* _Assignment_
Scan the lines below for the word "بولوار". Copy each line you find it in.

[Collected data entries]

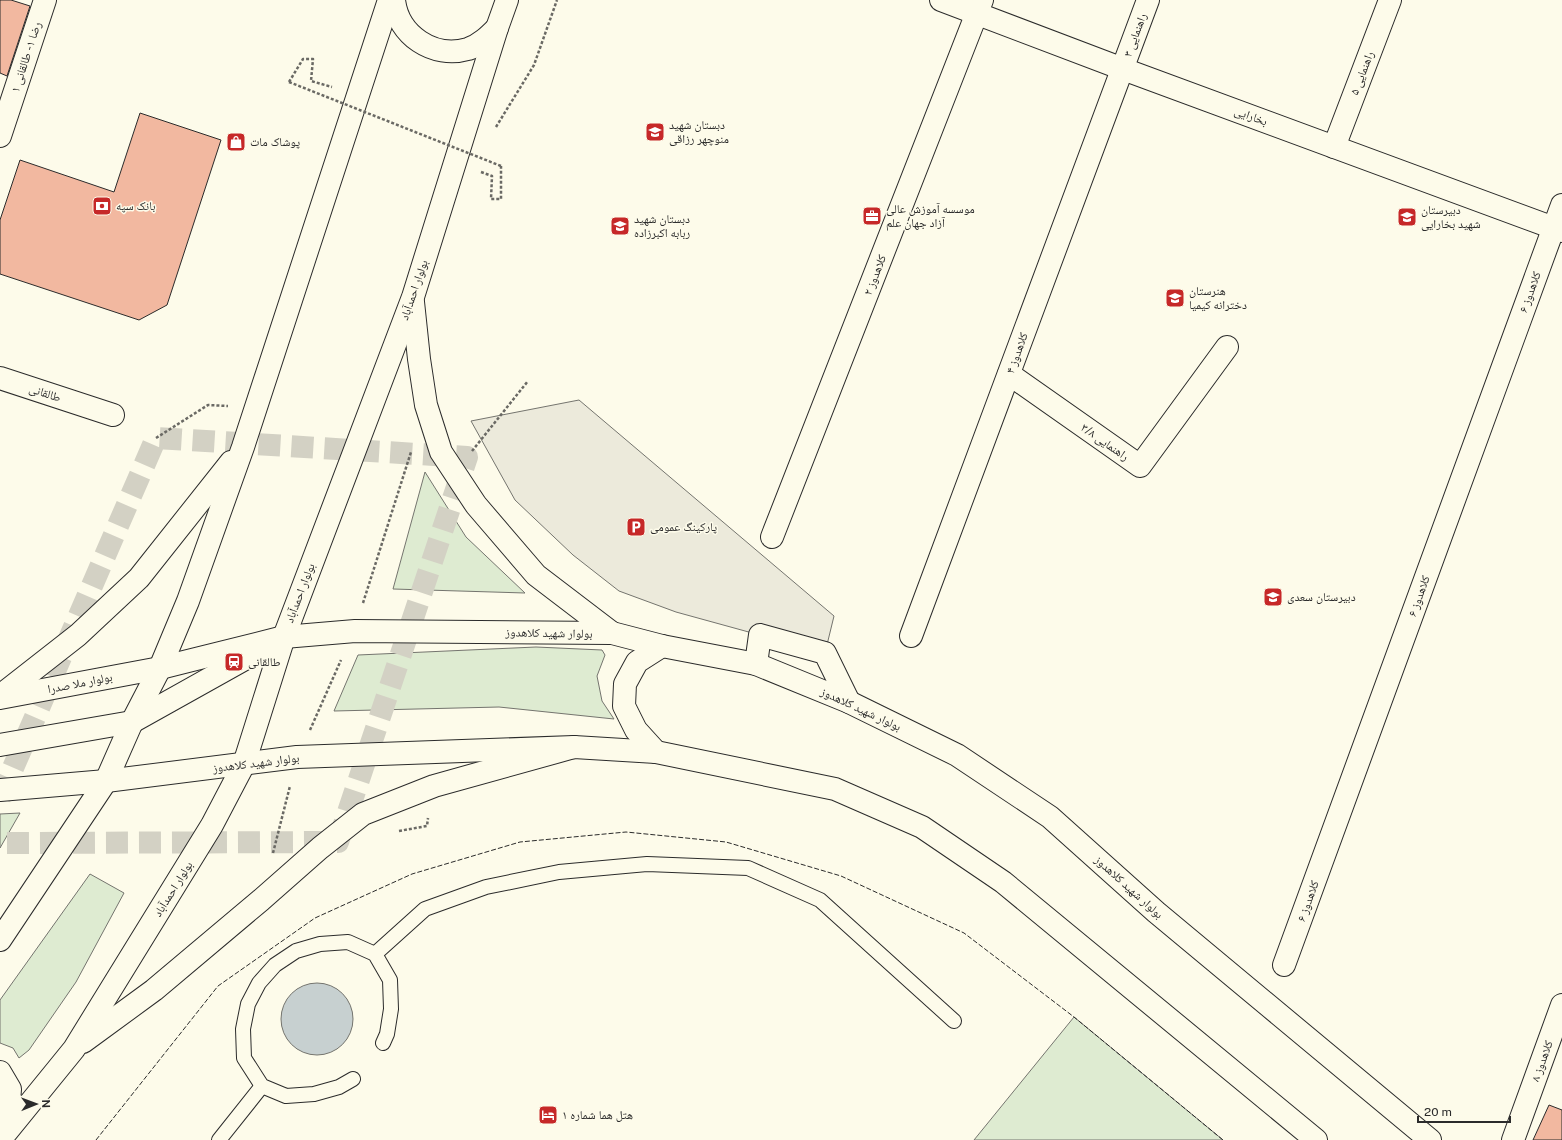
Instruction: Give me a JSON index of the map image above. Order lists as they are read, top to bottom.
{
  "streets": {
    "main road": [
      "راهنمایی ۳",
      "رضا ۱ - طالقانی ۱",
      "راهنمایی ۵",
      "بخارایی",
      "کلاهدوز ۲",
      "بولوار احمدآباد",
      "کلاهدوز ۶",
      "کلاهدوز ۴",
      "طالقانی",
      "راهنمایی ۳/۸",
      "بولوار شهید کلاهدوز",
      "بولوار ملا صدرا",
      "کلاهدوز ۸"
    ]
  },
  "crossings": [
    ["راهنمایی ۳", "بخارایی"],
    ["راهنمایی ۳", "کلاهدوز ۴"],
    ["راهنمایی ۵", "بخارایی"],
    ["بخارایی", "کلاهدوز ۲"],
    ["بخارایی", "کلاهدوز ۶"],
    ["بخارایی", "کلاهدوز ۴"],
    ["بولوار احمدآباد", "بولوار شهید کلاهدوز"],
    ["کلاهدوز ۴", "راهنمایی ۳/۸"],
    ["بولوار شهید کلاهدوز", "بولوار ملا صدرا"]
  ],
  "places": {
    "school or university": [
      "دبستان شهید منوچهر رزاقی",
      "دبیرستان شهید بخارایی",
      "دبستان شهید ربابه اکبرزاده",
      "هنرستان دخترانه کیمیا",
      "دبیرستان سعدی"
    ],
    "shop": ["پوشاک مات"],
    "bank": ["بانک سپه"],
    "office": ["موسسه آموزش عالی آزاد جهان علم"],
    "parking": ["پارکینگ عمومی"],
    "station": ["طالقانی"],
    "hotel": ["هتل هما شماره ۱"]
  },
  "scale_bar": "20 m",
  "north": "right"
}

* _Your solution_
      "بولوار احمدآباد",
      "بولوار شهید کلاهدوز",
      "بولوار ملا صدرا",
    ["بولوار احمدآباد", "بولوار شهید کلاهدوز"],
    ["بولوار شهید کلاهدوز", "بولوار ملا صدرا"]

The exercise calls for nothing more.